Summi ingeni est sapienter [or perhaps prudenter?] communem opinionem aut reicere aut recipere.

Genius can mean something like "talent" but its basic meaning is the "spirit of a clan" (gens). It doesn't seem to have the English meaning of a person of supreme and transcendent intellectual faculties. I would suggest translating summi ingeni (genitive) + est . . .: "it is a characteristic of the highest intellect to . . . ".

Communis sensus is a Latin expression, but it seems to mean something more akin to "shared ethical values" than to widely shared beliefs.

Cor habere is an idiom meaning "to have common sense" in the sense of having innate good judgment. Here "common sense" means something slightly different--beliefs that are widely shared without much thought and may not necessarily be correct.

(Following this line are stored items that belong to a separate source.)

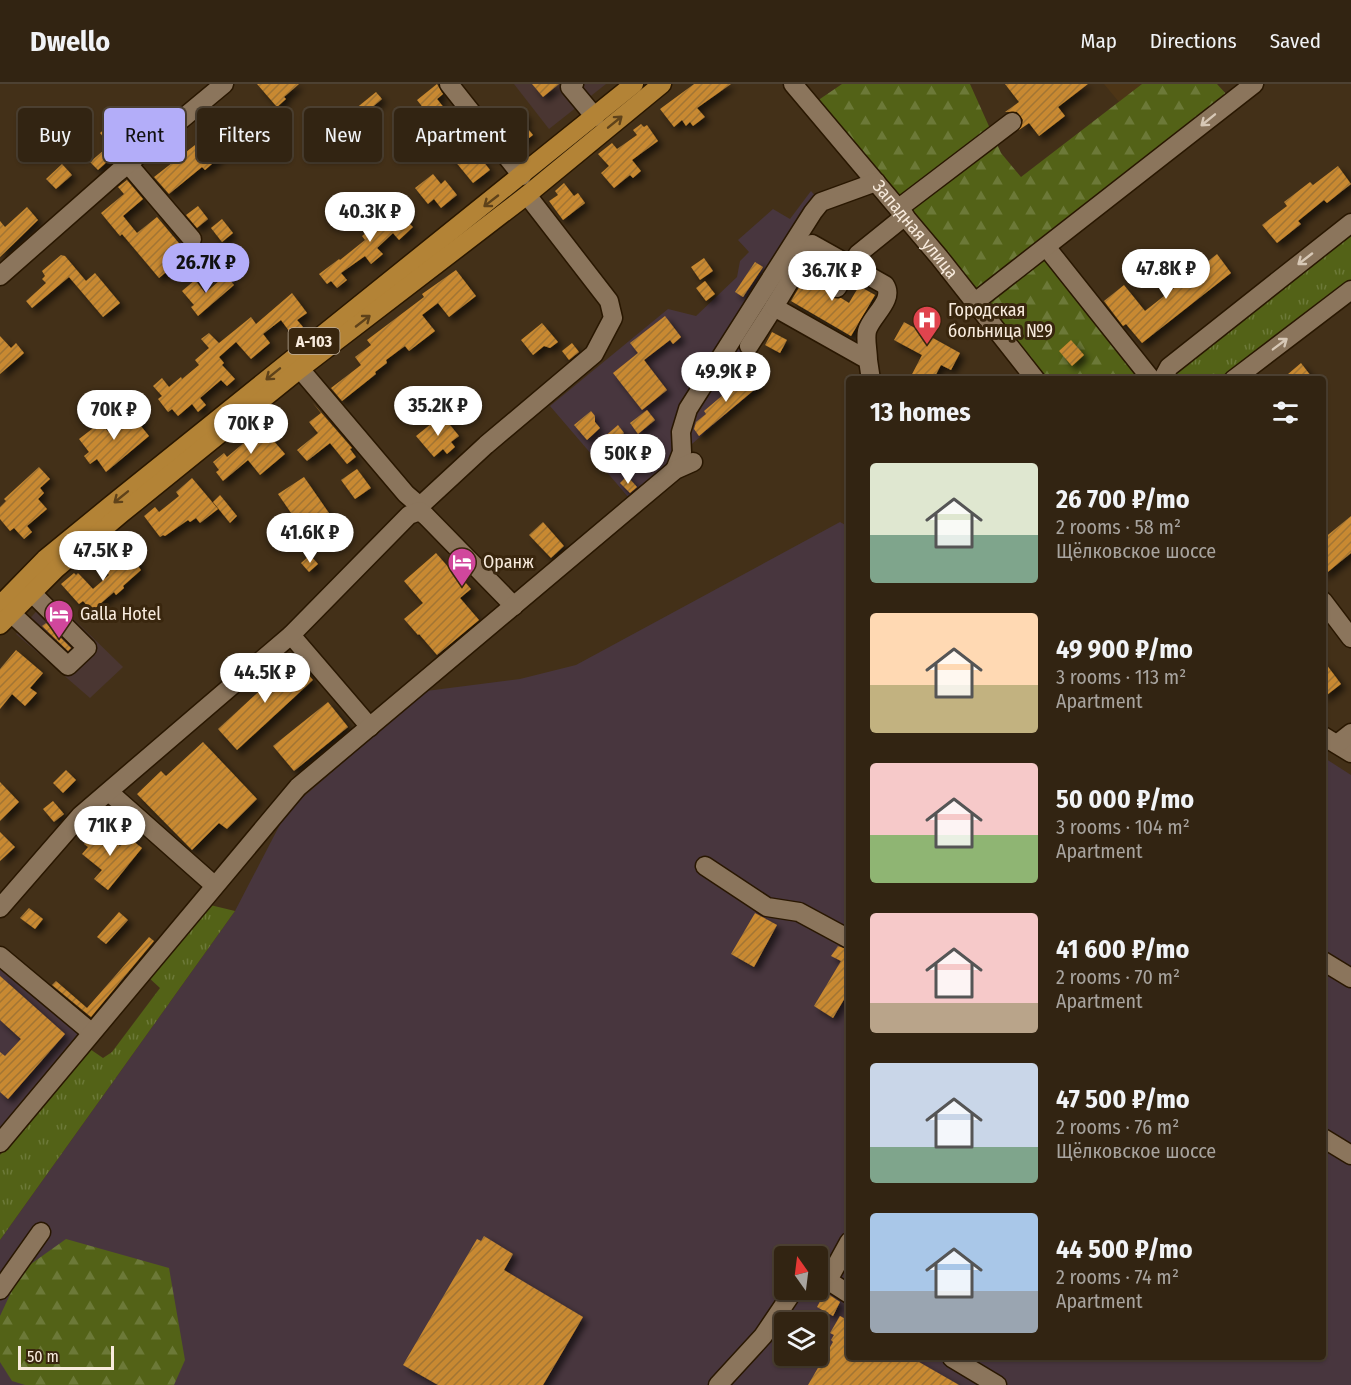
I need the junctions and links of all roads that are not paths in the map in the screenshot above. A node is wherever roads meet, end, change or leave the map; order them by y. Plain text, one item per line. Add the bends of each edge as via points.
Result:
1 (224, 84) edge
2 (448, 84) edge
3 (574, 84) edge
4 (634, 84) edge
5 (662, 84) edge
6 (793, 84) edge
7 (1254, 84) edge
8 (595, 117) junction
9 (1012, 122) dead end
10 (128, 164) junction
11 (522, 176) junction
12 (876, 182) junction
13 (527, 195) junction
14 (902, 212) junction
15 (1351, 223) edge
16 (192, 239) dead end
17 (1047, 248) junction
18 (852, 265) junction
19 (0, 276) edge
20 (837, 288) dead end
21 (1351, 290) edge
22 (975, 302) junction
23 (774, 307) junction
24 (749, 346) dead end
25 (868, 360) junction
26 (300, 369) junction
27 (870, 376) edge
28 (1033, 376) edge
29 (1149, 376) edge
30 (1164, 376) edge
31 (1238, 376) edge
32 (693, 462) dead end
33 (675, 470) junction
34 (32, 593) junction
35 (1326, 605) edge
36 (514, 606) junction
37 (4, 614) edge
38 (291, 635) junction
39 (1351, 638) edge
40 (370, 727) junction
41 (1351, 733) edge
42 (1337, 744) edge
43 (109, 792) junction
44 (705, 866) dead end
45 (214, 885) junction
46 (0, 908) edge
47 (846, 937) edge
48 (0, 956) edge
49 (1326, 963) edge
50 (1351, 978) edge
51 (91, 1032) junction
52 (1326, 1140) edge
53 (0, 1143) edge
54 (1351, 1155) edge
55 (41, 1232) dead end
56 (846, 1247) edge
57 (828, 1274) edge
58 (828, 1282) edge
59 (0, 1290) edge
60 (846, 1292) edge
61 (787, 1300) edge
62 (955, 1360) edge
63 (718, 1385) edge
64 (997, 1385) edge

1 - 10 street
2 - 11 street
3 - 8 street via 570,87
4 - 8 main road, А-103
13 -> 5 main road, А-103
6 - 12 street, Западная улица
7 -> 17 street via 1232,97
8 - 11 main road, А-103
9 - 14 street
10 - 16 street
10 - 19 street
11 -> 37 main road, А-103 via 45,559
12 - 14 street, Западная улица
12 - 33 street via 821,202 813,212 688,409 681,432 682,452
26 -> 13 main road, А-103
13 - 26 street via 609,302 613,318 594,354 420,506
14 - 18 street via 858,254
14 - 22 street, Западная улица
15 -> 30 street via 1169,367
17 - 22 street
17 - 29 street
18 - 20 street
18 - 23 street via 812,244
18 - 25 street via 885,285 888,292 867,330
31 -> 21 street
22 - 28 street, Западная улица
23 - 24 street
23 - 25 street
25 - 27 street
26 - 34 main road, А-103 via 56,569
32 - 33 street
33 - 36 street
34 - 37 main road, А-103
34 - 37 street via 87,648 68,666
35 - 39 street
36 - 38 street via 420,511 409,515
36 - 40 street
38 - 40 street
38 - 43 street
40 - 45 street via 298,787
41 - 42 street
43 - 45 street
43 - 46 street via 81,814
44 - 47 street via 767,907 799,912
45 - 51 street
48 - 51 street
49 - 50 street
51 - 53 street
52 - 54 street
55 - 59 street
56 - 57 street
58 - 60 street
61 - 63 street via 763,1336
62 - 64 street

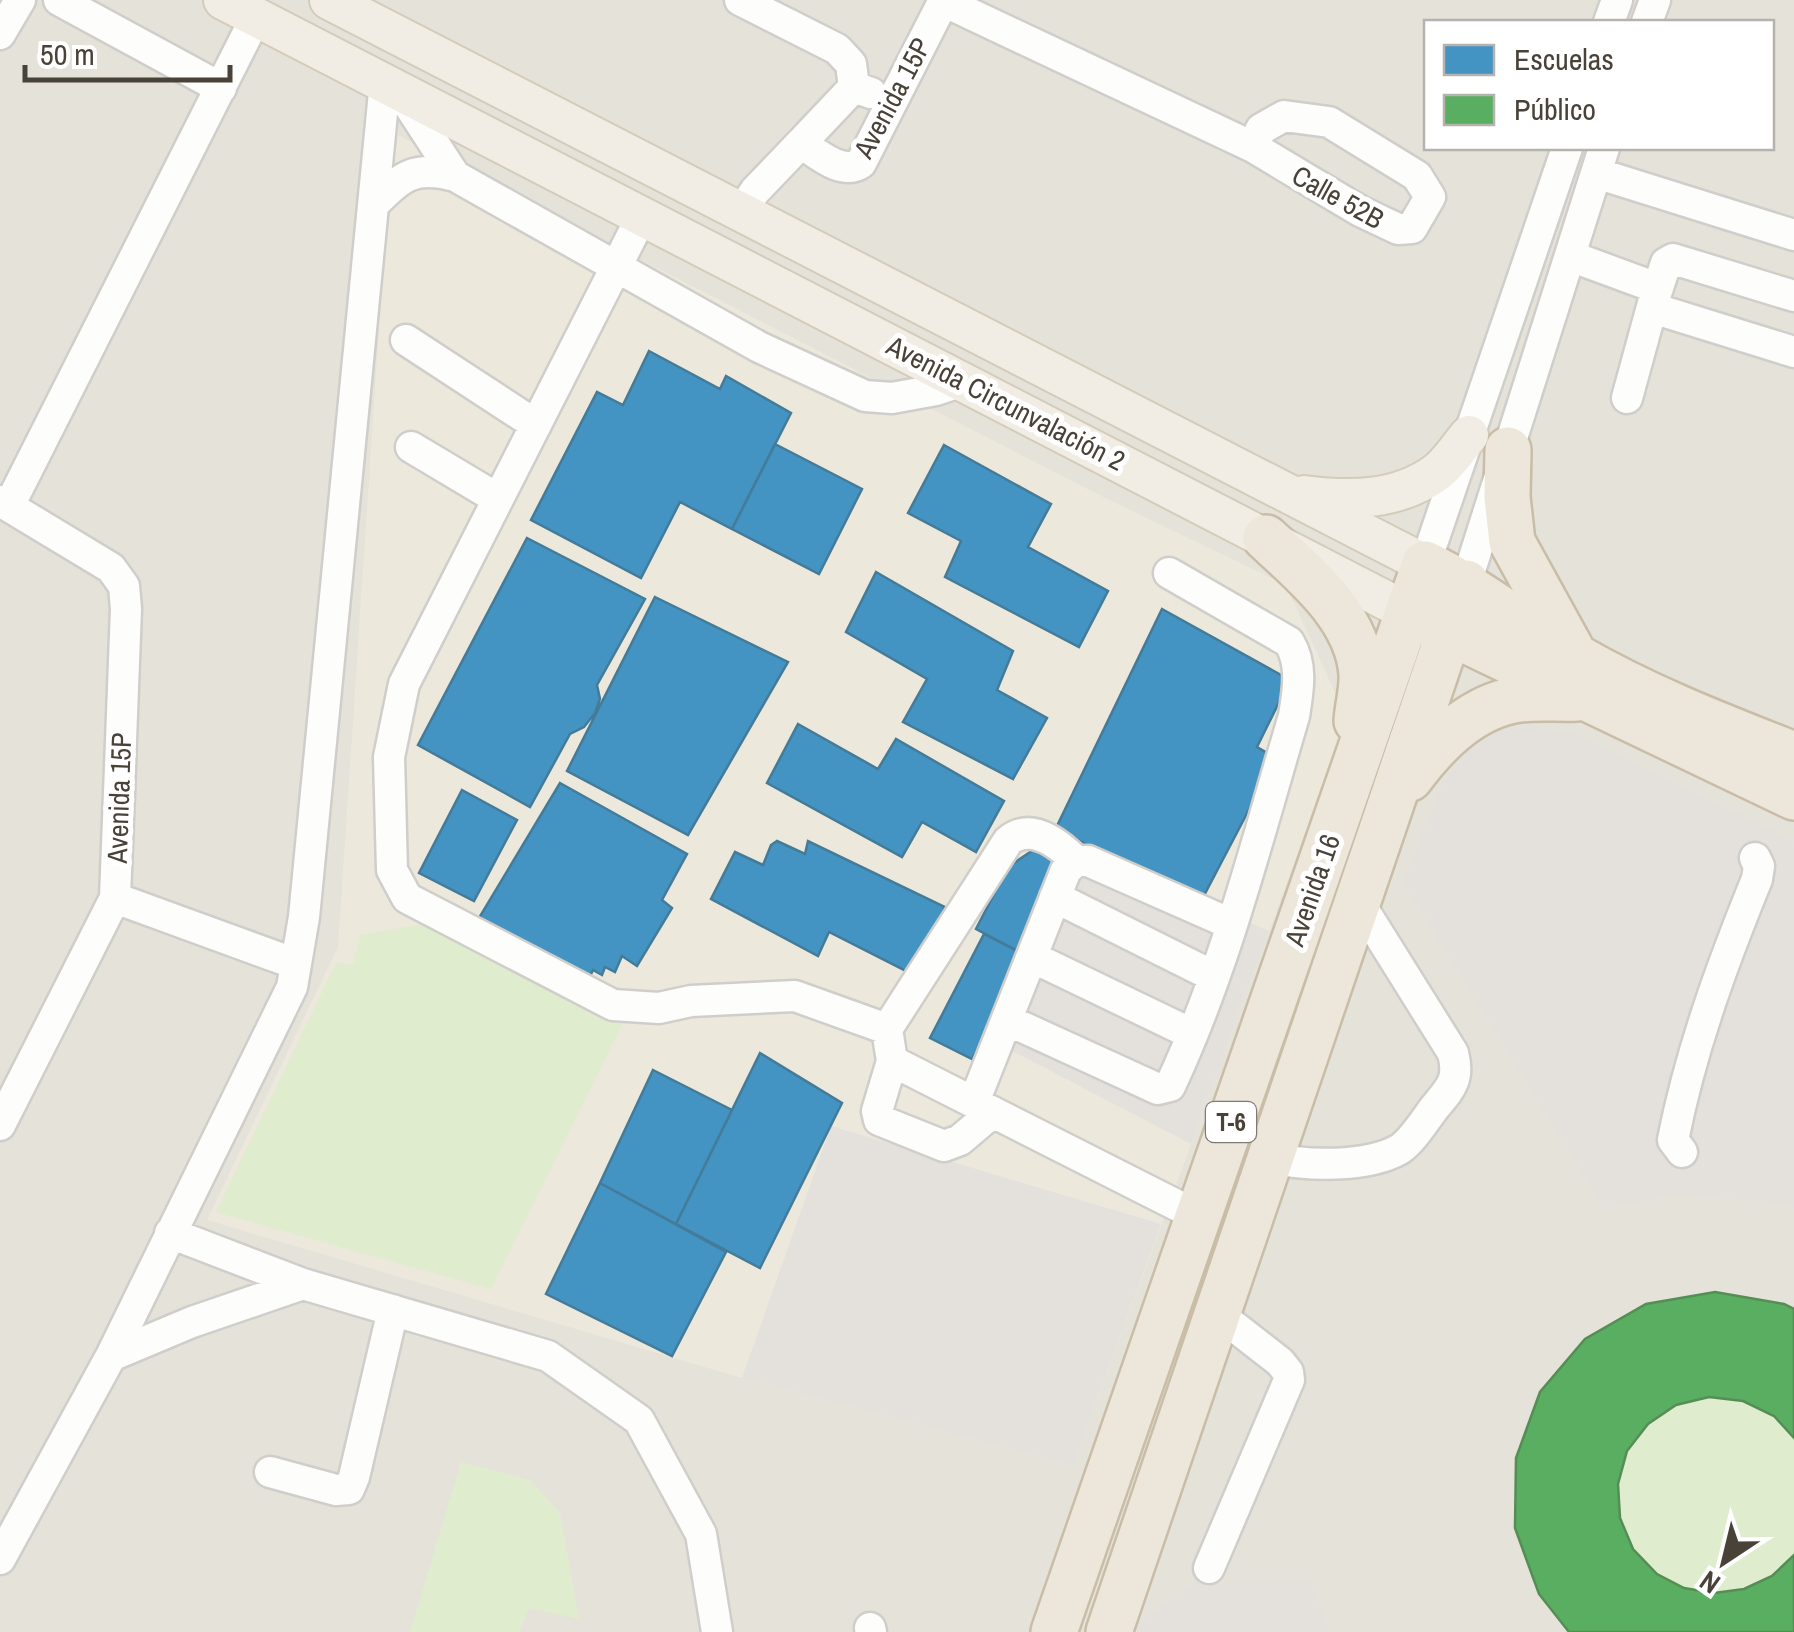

Some grammatical points: Cum would require a finite verb, not infinitives; sensum communis: the adjective must agree with the noun in case--sensum communem would be correct; sapiens: if the subject of infinitives, it would have to be accusative sapientem, or it might be an adverb sapienter--anything but nominative singular.

Amor nos diripiet.

The future of frango is, as Adrianus noted, franget. Future perfect would be fregerit.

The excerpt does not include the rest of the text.